I want to split a character column in a data frame by certain separating characters (i.e. white spaces, commas and semicolons). However, I want to exclude certain phrases (in my example I want to exclude "my test") from the split.
I managed to get the ordinary string split, but don't know how to exclude certain phrases.
library(tidyverse)
test <- data.frame(string = c("this is a,test;but I want to exclude my test",
"this is another;of my tests",
"this is my 3rd test"),
stringsAsFactors = FALSE)
test %>%
mutate(new_string = str_split(test$string, pattern = " |,|;")) %>%
unnest_wider(new_string)
This gives:
# A tibble: 3 x 12
string ...1 ...2 ...3 ...4 ...5 ...6 ...7 ...8 ...9 ...10 ...11
<chr> <chr> <chr> <chr> <chr> <chr> <chr> <chr> <chr> <chr> <chr> <chr>
1 this is a,test;but I want to exclude my test this is a test but I want to exclude my test
2 this is another;of my tests this is another of my tests NA NA NA NA NA
3 this is my 3rd test this is my 3rd test NA NA NA NA NA NA
However, my desired output would be (excluding "my test"):
# A tibble: 3 x 12
string ...1 ...2 ...3 ...4 ...5 ...6 ...7 ...8 ...9 ...10
<chr> <chr> <chr> <chr> <chr> <chr> <chr> <chr> <chr> <chr> <chr>
1 this is a,test;but I want to exclude my test this is a test but I want to exclude my test
2 this is another;of my tests this is another of my tests NA NA NA NA NA
3 this is my 3rd test this is my 3rd test NA NA NA NA NA
Any idea? (side question: any idea how I can name the columns in the unnest_wider thing?)

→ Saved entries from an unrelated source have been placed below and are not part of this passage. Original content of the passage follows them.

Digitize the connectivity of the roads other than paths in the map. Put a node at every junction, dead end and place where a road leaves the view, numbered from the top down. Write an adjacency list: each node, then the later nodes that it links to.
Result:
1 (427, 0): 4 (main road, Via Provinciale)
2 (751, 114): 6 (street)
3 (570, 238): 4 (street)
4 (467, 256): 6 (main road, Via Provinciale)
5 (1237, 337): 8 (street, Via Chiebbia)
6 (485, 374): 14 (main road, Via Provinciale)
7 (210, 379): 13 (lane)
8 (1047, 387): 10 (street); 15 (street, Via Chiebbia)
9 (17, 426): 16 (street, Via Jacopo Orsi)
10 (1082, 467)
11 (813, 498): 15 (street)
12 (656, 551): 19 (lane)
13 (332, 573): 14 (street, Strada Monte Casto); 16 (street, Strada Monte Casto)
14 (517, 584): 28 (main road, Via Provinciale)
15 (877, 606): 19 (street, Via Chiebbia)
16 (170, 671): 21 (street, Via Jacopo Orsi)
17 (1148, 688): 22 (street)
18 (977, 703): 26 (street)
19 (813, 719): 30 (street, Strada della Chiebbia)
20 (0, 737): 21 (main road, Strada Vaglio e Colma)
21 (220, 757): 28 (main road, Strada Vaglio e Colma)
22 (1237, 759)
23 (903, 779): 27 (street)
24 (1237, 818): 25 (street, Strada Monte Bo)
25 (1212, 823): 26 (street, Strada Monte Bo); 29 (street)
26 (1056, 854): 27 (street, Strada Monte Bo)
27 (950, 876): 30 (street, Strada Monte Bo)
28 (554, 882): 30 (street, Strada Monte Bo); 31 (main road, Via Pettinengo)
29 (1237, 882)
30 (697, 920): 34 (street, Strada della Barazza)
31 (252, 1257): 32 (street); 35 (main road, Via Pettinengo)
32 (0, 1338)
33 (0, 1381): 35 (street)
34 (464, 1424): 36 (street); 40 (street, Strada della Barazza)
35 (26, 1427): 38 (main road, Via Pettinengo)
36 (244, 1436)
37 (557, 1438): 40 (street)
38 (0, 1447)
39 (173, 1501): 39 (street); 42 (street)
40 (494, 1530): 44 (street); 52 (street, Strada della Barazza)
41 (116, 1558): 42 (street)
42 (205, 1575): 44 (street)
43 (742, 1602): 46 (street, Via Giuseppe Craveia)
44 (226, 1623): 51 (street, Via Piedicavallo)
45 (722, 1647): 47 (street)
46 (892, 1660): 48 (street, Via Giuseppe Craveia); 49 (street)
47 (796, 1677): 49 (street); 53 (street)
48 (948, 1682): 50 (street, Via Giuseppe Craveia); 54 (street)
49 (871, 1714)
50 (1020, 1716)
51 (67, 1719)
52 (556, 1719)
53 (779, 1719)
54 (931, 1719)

An easy workarround would be to add a _
and remove it later:
test %>%
mutate(string = gsub("my test", "my_test", string),
new_string = str_split(string, pattern = "[ ,;]")) %>%
unnest_wider(new_string) %>%
mutate_all(~ gsub("my_test", "my test", .x))
In order to give the columns more meaningful names you can use the additional options from pivot_wider
.